Jason Reitman, le fiston d'Hollywood

Vincent Julé | 25 janvier 2010
Vincent Julé | 25 janvier 2010

C'est dans l'adresse de sa page MySpace, Jason Reitman est « your pal », ton pote, quoi ! Si maintenant, il préfère twitter, Jason Reitman n'en reste pas moins le cinéaste copain, chouchou d'Hollywood, et accessoirement fils d'Ivan Reitman. Avec pour papa, le réalisateur des SOS Fantômes, mais aussi d'Arrête de ramer, t'es sur le sable ou Un flic à la maternelle, Jason aurait du mal à être autre que ce qu'il appelle lui-même « un loser, un geek, un fanboy ». Rapidement et logiquement, il apparaît dans les films de son père, en tant qu'acteur, genre « Boy #2 », dans Jumeaux ou SOS Fantômes 2, mais aussi comme assistant producteur sur Un flic à la maternelle. Nous sommes en 1990 et il a alors 13 ans. Peut-on vraiment parler de piston ? Toujours est-il qu'il passe son temps dans les salles de montage et apprend ainsi le métier sur le tas. La vingtaine dépassée, et diplômé en anglais, il se voit offrir la possibilité de réaliser des publicités. Il préfère se lancer dans la production et la réalisation de ses propres courts-métrages, pas moins de sept en tout. Se présente alors à lui le film Et mec, elle est où ma caisse ?, qu'il refuse non pas une mais deux fois.

 

 

 

En 2005, à 28 ans, il développe le film Thank you for smoking, d'après le roman éponyme de Christopher Buckley. A l'origine, il s'atèle seulement au scénario, puis en fait son premier long-métrage en tant que réalisateur. Satire de l'industrie du tabac et des pouvoirs publics, le film diffère du matériau d'origine dans son angle d'attaque et sur la fin. Avec un budget de 7 millions de dollars, le film cumule 39 millions au final dans le monde entier. Un succès. Mais Jason Reitman réfléchit déjà à son prochain film, soit une nouvelle adaptation de bouquin, une satire sur les cols blancs, soit un projet original avec Christopher Buckley.
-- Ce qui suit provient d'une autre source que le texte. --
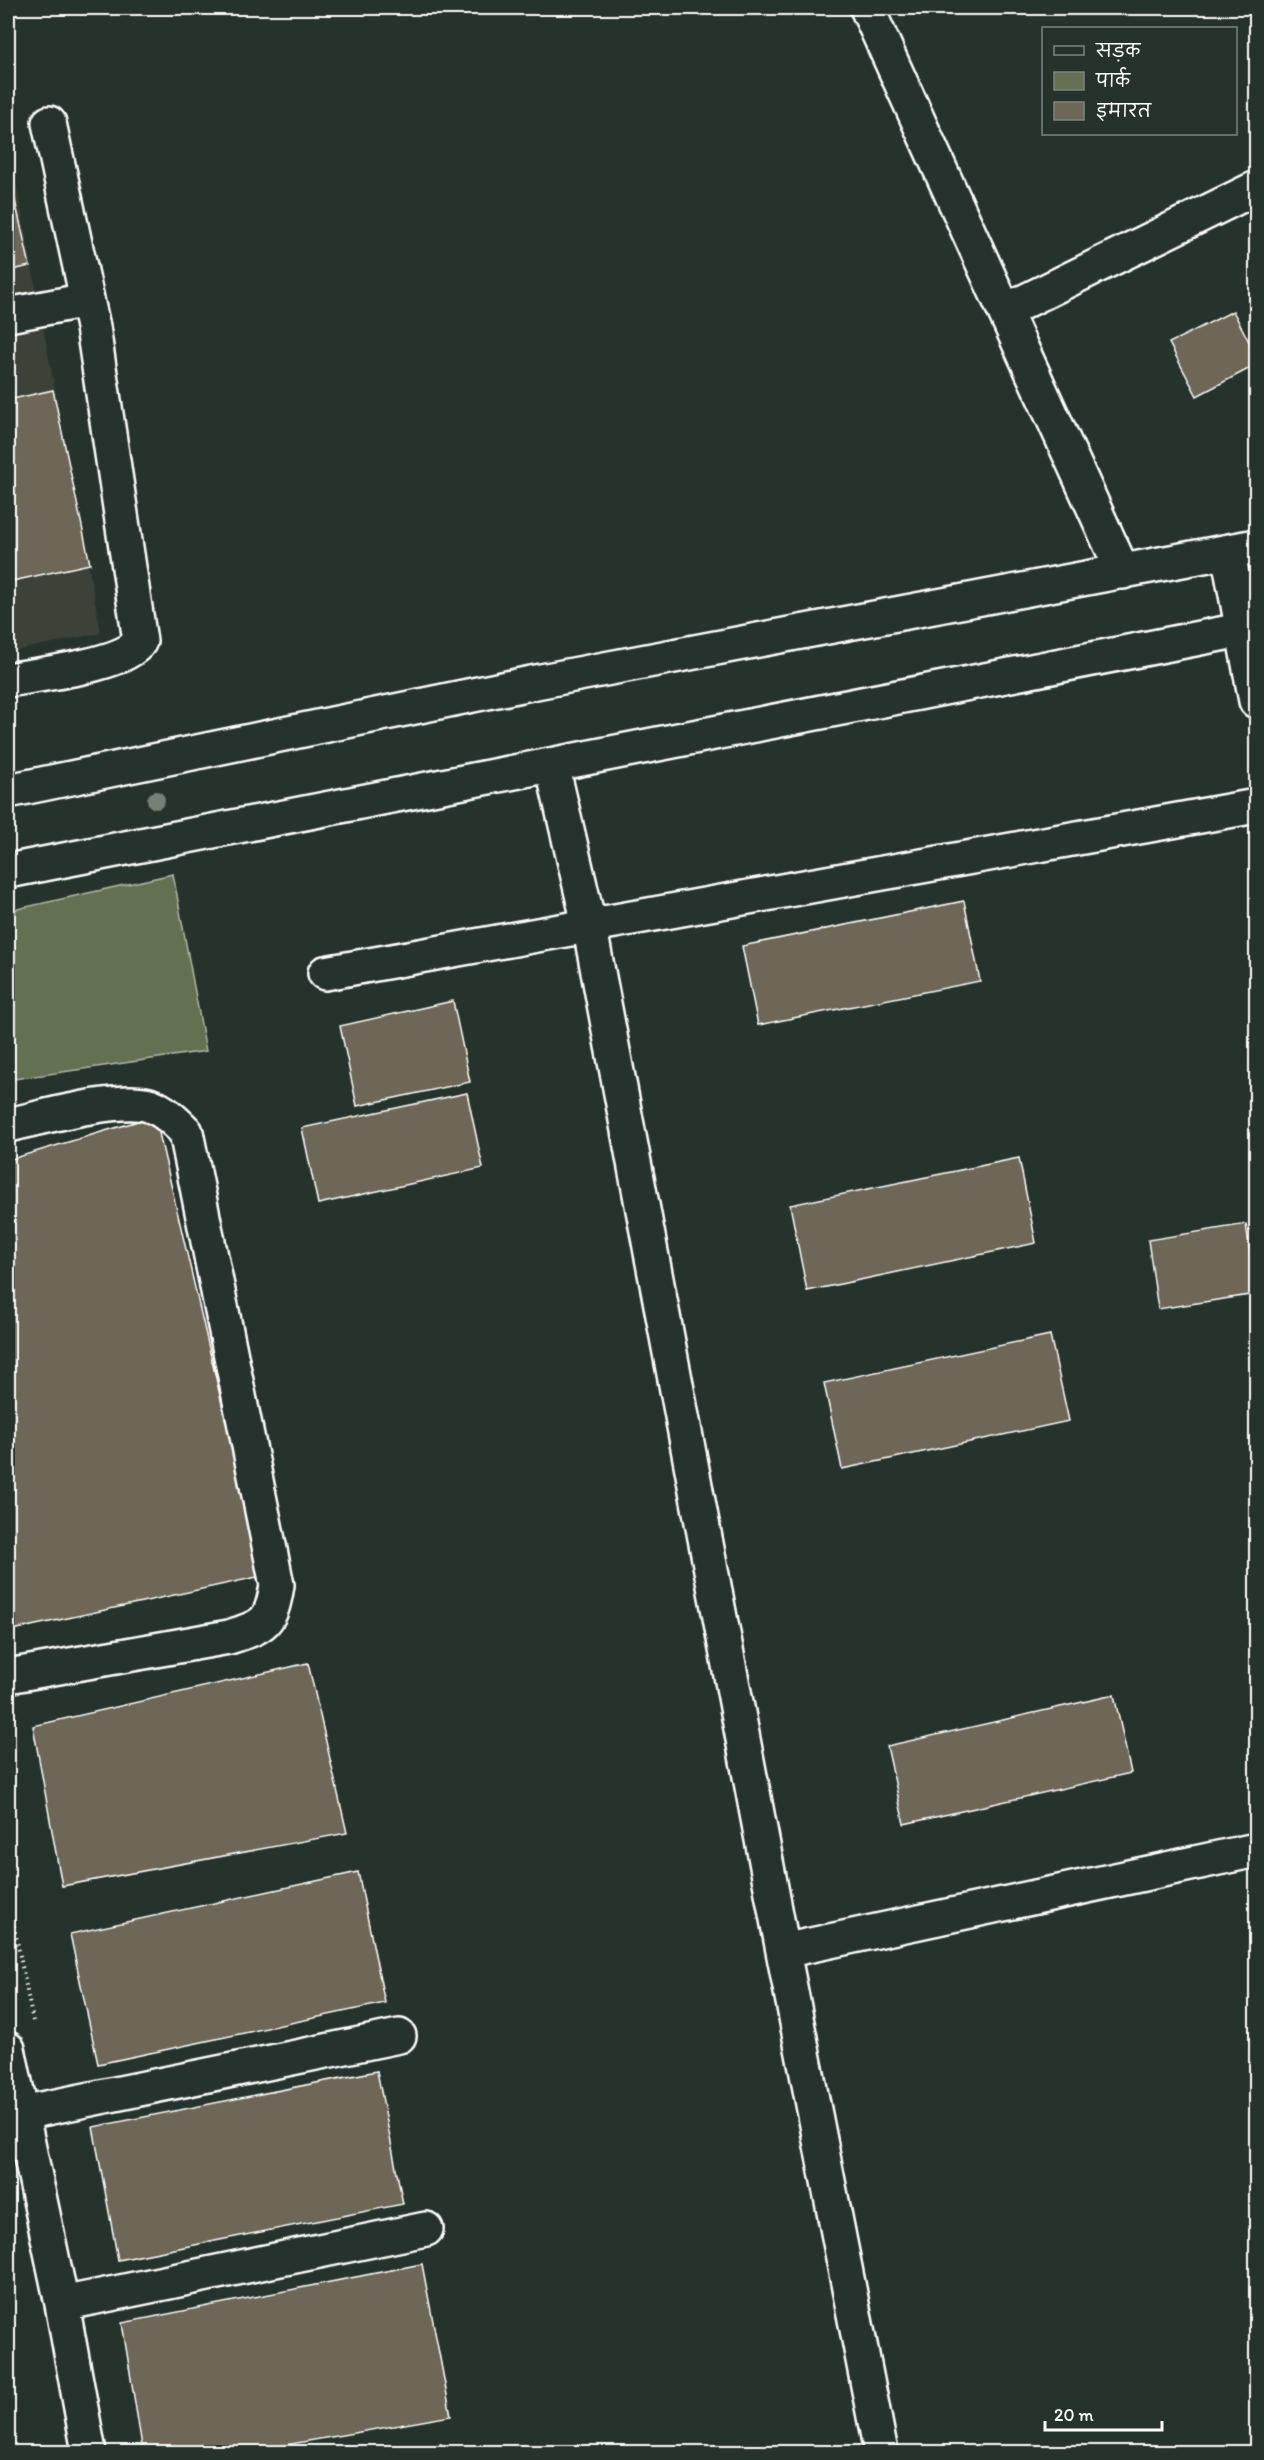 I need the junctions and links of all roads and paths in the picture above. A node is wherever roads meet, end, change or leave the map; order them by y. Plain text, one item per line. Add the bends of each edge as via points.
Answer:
1 (867, 8) edge
2 (49, 123) dead end
3 (1257, 188) edge
4 (87, 300) junction
5 (1005, 311) junction
6 (8, 315) edge
7 (1242, 549) edge
8 (1123, 572) junction
9 (1249, 629) edge
10 (8, 680) edge
11 (1257, 701) edge
12 (552, 765) junction
13 (8, 791) edge
14 (1257, 806) edge
15 (8, 871) edge
16 (589, 924) junction
17 (325, 972) dead end
18 (8, 1125) edge
19 (8, 1676) edge
20 (1257, 1850) edge
21 (8, 1896) edge
22 (783, 1951) junction
23 (34, 2023) dead end
24 (399, 2036) dead end
25 (8, 2049) edge
26 (22, 2113) junction
27 (426, 2229) dead end
28 (62, 2304) junction
29 (89, 2452) edge
30 (881, 2452) edge

1 - 5 main road
2 - 4 main road
3 - 5 main road
4 - 6 main road
4 - 10 main road via 140,641 113,660
5 - 8 main road
7 - 8 main road
7 - 9 main road
8 - 13 main road via 536,682
9 - 11 main road
9 - 12 main road
12 - 15 main road
12 - 16 main road
14 - 16 main road
16 - 17 main road
16 - 22 main road
18 - 19 main road via 131,1102 169,1116 186,1132 277,1585 274,1607 265,1623 230,1637
20 - 22 main road
21 - 23 path
22 - 30 main road
24 - 26 main road
25 - 26 main road
26 - 28 main road
27 - 28 main road
28 - 29 main road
C'est alors qu'il est appelé à la rescousse sur Juno, que le réalisateur Brad Silberling a quitté pour « casting differences ». Mais il n'est pas le seul sur le coup, Brett Simon et John Poll sont aussi envisagés. Alors qu'il n'a lu que la moitié du scénario de Diablo Cody, il se dit qu'il le regrettera toute sa vie s'il n'accepte pas tout de suite maintenant. Il interrompt alors le travail qu'il effectuait sur son propre scénario et par tourner cette comédie indépendante sur la banlieue américaine et la grossesse adolescente. Dès sa présentation au festival de Toronto en 2007, le film jouit d'un buzz monumental. Suivent le plébiscite des critiques US, la pluie de nominations et de récompenses (dont l'Oscar du meilleur scénario) et 140 millions de dollars au box-office américain. Le raz de marrée passe l'Atlantique, même si chez nous, chertains s'interrogent pour savoir si derrière l'apparent égratignage du vernis de l'american way of life, Jason Reitman ne prône pas un retour aux bonnes valeurs conservatrices. La question a le mérite d'être soulevé.

 

 

 

En mars 2006, il fonde avec Daniel Dubiecki la boîte de production Hard C Productions, dont le but est de produire « des petites comédies subversives, indépendantes mais accessibles ». Comme Jennifer's Body écrit par Diablo Cody, mais aussi Banzai Shadowlands de Rainn Wilson de The Office ou The Ornate Antaomy of Living Things qui voit un bouquiniste découvrir qu'un musée est dédié à sa toute sa vie. En 2009, Jason Reitman revient avec son troisième métrage, Up in the air, la fameuse satire sur les cols blancs, d'après un roman de Walter Kirn. Il en signe lui-même l'adaptation avec SheldonTurner, et remporte le Golden Glode 2010 du meilleur scénario. Comme pour Thank you for smoking, le jeune cinéaste se réapproprie l'œuvre d'origine, et derrière un film sur la crise économique (avec ses vrais licenciés mêlés aux acteurs, bonjour la démagogie), signe un drôle d'essai sur une vie en parenthèse, une non-existence et sur l'engagement ou la résignation. Avec ce nouveau succès critique et public, Jason Reitman confirme qu'il sait parler des Américains et aux Américains, et de fait peut-être un peu moins aux Français. Avec sa participation à des shows comme The Office ou Saturday Night Live, il se révèle aussi comme l'un des visages de la nouvelle contre-culture américaine, faussement irrévérencieuse mais profondément humaniste.